For evaluating tear film stability, the tear film breakup time test is crucial. Fluorescein dye is effective in highlighting breaks in versus thinning of the tear film, providing a clear indication of tear film integrity. The dye illuminates areas where corneal epithelial cells have disrupted tight junctions, allowing water to penetrate, which is indicative of corneal damage.

I also use lissamine green, which stains cells that are damaged or unprotected by the mucin layer. Unlike fluorescein, lissamine green does not permeate the water-soluble areas of the conjunctiva, making the latter dye ideal for identifying damage at the cellular level.

A new liquid lissamine green formulation (Lissafid, Fidia) with a precise dispenser has greatly enhanced diagnostic accuracy in my practice. The product dispenses the exact dosage required for optimal staining, improving the visibility of conditions on the ocular surface such as dry eye, superior limbic keratoconjunctivitis, and blepharitis.
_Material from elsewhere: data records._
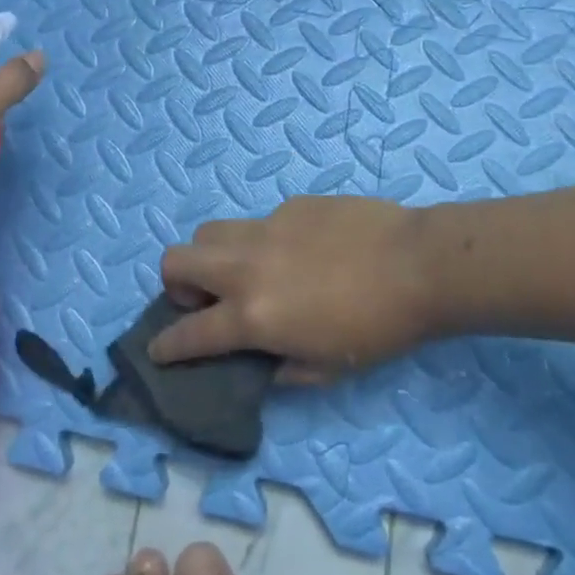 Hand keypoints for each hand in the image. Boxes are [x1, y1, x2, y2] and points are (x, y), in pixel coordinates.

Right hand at [149, 196, 435, 382]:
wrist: (417, 264)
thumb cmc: (376, 329)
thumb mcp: (326, 370)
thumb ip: (281, 369)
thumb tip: (260, 361)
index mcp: (252, 315)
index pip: (190, 333)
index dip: (166, 347)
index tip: (157, 349)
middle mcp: (245, 266)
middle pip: (175, 259)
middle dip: (175, 284)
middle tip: (206, 299)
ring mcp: (266, 228)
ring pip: (211, 231)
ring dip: (212, 255)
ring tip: (245, 271)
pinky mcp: (290, 205)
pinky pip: (260, 222)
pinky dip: (264, 241)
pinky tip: (304, 252) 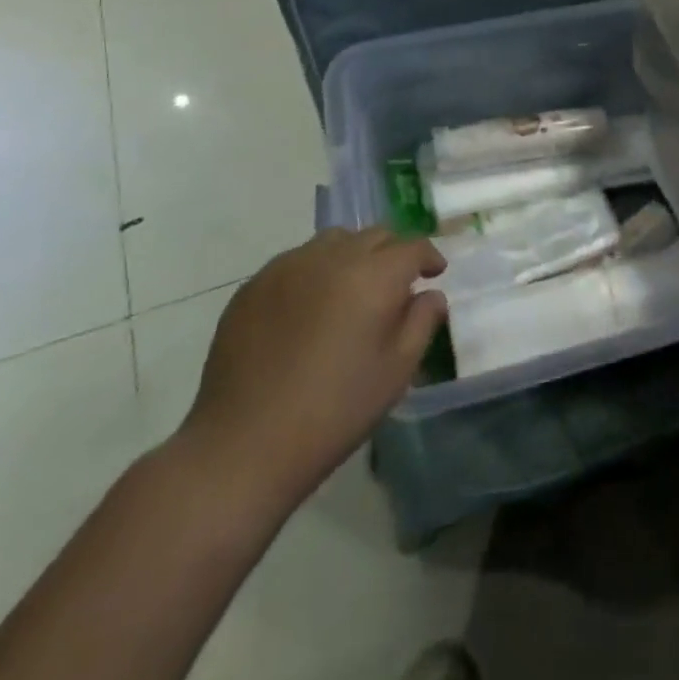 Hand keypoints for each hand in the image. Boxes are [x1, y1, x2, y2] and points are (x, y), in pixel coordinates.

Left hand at [174, 228, 447, 516]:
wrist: (244, 444)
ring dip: (353, 256)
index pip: (412, 246)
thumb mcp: (397, 371)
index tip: (434, 275)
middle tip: (396, 284)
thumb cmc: (335, 410)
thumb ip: (422, 322)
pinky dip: (315, 272)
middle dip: (393, 253)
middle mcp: (332, 257)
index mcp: (374, 275)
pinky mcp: (254, 285)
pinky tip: (309, 309)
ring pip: (333, 241)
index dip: (429, 257)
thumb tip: (430, 295)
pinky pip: (296, 262)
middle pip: (374, 235)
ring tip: (351, 290)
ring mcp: (288, 267) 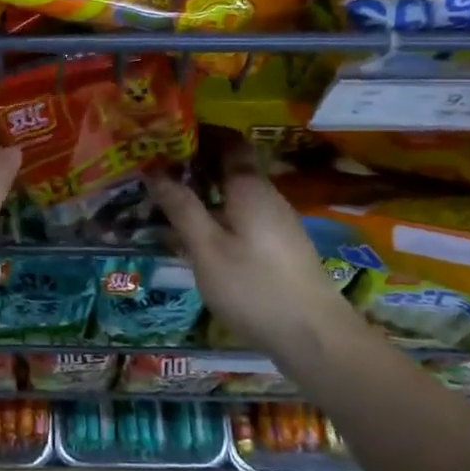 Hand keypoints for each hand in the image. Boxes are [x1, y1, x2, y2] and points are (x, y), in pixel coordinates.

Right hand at [150, 139, 347, 355]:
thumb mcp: (207, 249)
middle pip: (229, 166)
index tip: (165, 135)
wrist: (315, 338)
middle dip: (193, 164)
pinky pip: (241, 216)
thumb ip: (181, 208)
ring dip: (203, 192)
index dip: (198, 133)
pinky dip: (216, 215)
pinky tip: (194, 236)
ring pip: (234, 194)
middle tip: (154, 170)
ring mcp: (276, 222)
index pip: (227, 140)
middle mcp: (266, 195)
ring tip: (165, 202)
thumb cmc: (254, 287)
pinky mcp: (279, 246)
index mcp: (249, 186)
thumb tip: (154, 170) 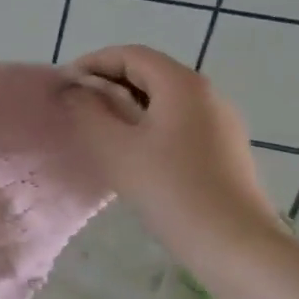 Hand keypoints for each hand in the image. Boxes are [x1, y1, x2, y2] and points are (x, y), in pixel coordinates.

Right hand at [61, 44, 283, 253]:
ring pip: (165, 98)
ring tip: (98, 126)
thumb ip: (88, 111)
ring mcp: (220, 120)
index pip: (130, 55)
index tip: (64, 84)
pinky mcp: (224, 147)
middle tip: (77, 104)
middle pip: (150, 72)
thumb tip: (75, 90)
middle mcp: (206, 93)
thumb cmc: (170, 189)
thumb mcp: (115, 148)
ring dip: (128, 103)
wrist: (234, 244)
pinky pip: (179, 120)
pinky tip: (132, 149)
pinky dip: (148, 122)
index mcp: (181, 84)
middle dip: (109, 81)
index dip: (92, 63) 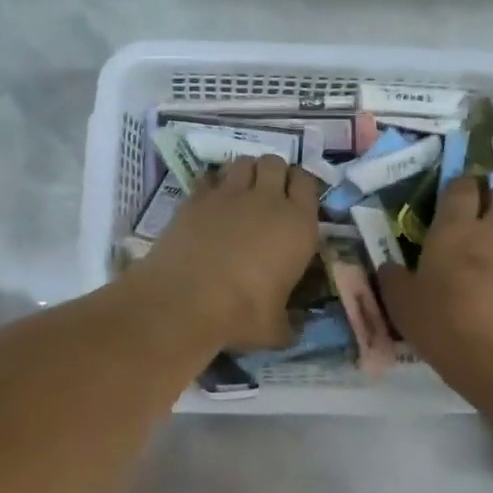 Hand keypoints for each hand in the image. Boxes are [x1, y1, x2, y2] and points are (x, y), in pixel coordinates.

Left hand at [138, 155, 321, 348]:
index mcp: (298, 224)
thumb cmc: (241, 314)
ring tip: (241, 192)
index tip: (296, 200)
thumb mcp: (276, 329)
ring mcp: (229, 194)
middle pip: (275, 162)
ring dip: (246, 172)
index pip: (308, 182)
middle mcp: (267, 200)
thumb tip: (295, 329)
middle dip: (274, 173)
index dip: (301, 186)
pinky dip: (214, 184)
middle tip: (268, 195)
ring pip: (244, 162)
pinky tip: (211, 203)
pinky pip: (210, 177)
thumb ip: (290, 324)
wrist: (184, 301)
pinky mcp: (196, 198)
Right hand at [378, 176, 492, 382]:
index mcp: (454, 229)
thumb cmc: (445, 326)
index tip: (449, 195)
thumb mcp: (403, 306)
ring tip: (489, 244)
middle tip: (476, 212)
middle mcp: (492, 231)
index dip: (458, 184)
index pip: (462, 186)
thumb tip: (389, 266)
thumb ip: (393, 279) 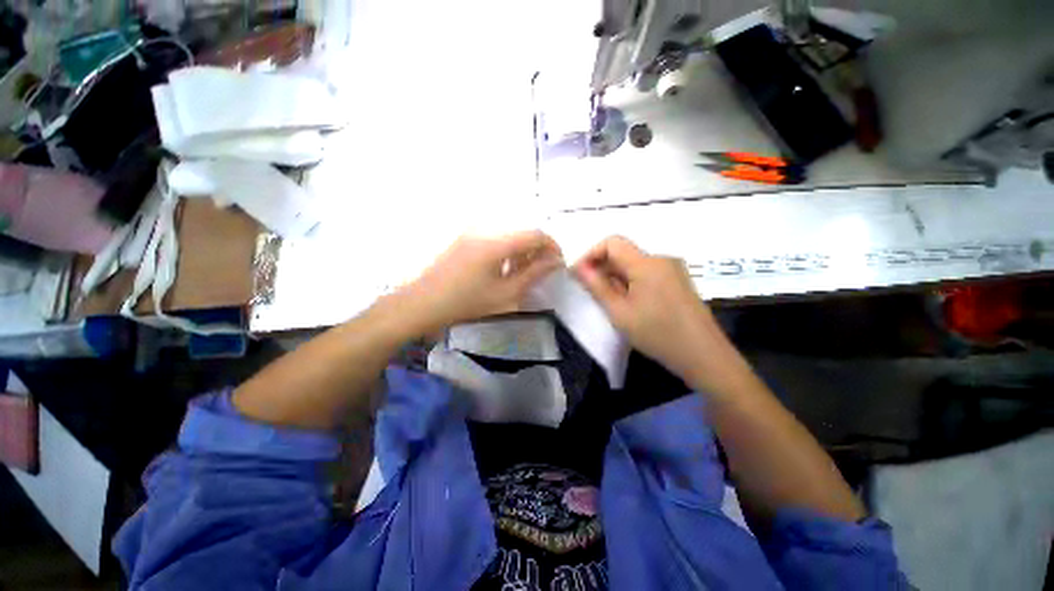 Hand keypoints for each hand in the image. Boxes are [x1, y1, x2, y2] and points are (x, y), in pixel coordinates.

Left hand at [400, 231, 562, 332]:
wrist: (422, 304)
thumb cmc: (466, 302)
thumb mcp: (505, 293)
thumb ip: (533, 274)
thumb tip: (555, 262)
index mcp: (496, 242)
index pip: (535, 234)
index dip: (552, 247)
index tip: (557, 263)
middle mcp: (485, 229)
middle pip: (521, 232)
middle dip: (536, 250)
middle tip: (539, 272)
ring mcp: (471, 232)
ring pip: (508, 235)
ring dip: (520, 251)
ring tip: (519, 274)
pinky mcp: (463, 238)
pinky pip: (493, 238)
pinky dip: (505, 250)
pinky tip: (501, 270)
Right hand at [573, 236, 725, 381]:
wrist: (704, 356)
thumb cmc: (658, 334)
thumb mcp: (620, 312)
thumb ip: (597, 286)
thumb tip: (579, 268)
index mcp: (646, 263)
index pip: (612, 242)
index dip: (591, 254)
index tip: (579, 275)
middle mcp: (661, 259)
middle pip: (623, 253)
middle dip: (602, 268)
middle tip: (590, 291)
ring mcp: (672, 269)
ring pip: (634, 264)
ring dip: (616, 276)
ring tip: (609, 301)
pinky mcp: (678, 280)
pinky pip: (647, 273)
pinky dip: (631, 282)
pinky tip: (629, 303) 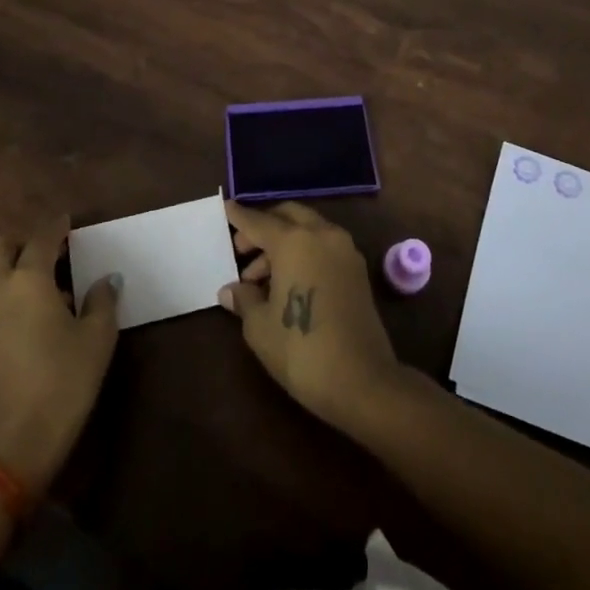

Recent studies have demonstrated that lissamine green staining correlates well with the degree of inflammation present on the ocular surface.¹

Tear Film Osmolarity Testing

Tear film osmolarity testing indicates the salt concentration within the tear film. Values are typically elevated in DED patients. The currently available tests measure the osmolarity of the tear film meniscus rather than the entire tear film, introducing variability in results.

Factors such as reflex tearing and obstructions in the tear drainage system can artificially alter the tear meniscus, rendering osmolarity readings misleading. Despite these challenges, osmolarity testing can be valuable for initial screening because it offers a straightforward numerical assessment. A comprehensive diagnosis, however, should involve additional tests to assess ocular surface disease (OSD) accurately.

CONCLUSION

For those of us looking to specialize in DED or, more broadly, OSD, the essential tools include a slit lamp equipped with an imaging system and diagnostic dyes such as fluorescein and liquid lissamine green. These fundamentals, combined with a comprehensive patient history, provide sufficient information to diagnose the majority of cases.

A precise diagnosis not only specifies the nature of the OSD but also determines the presence of inflammation, which is crucial for selecting the appropriate treatment strategy. Understanding these nuances helps us to tailor intervention, improve patient outcomes, and enhance overall treatment efficacy in ocular health management.

The foundation of successful patient management remains rooted in listening attentively when patients describe their symptoms, making accurate diagnoses, and establishing a therapeutic relationship built on understanding and trust.

1. Yang S, Lee HJ, Kim DY, Shin S, Barabino S, Chung SH. The use of conjunctival staining to measure ocular surface inflammation in patients with dry eye. Cornea. 2019;38(6):698-705.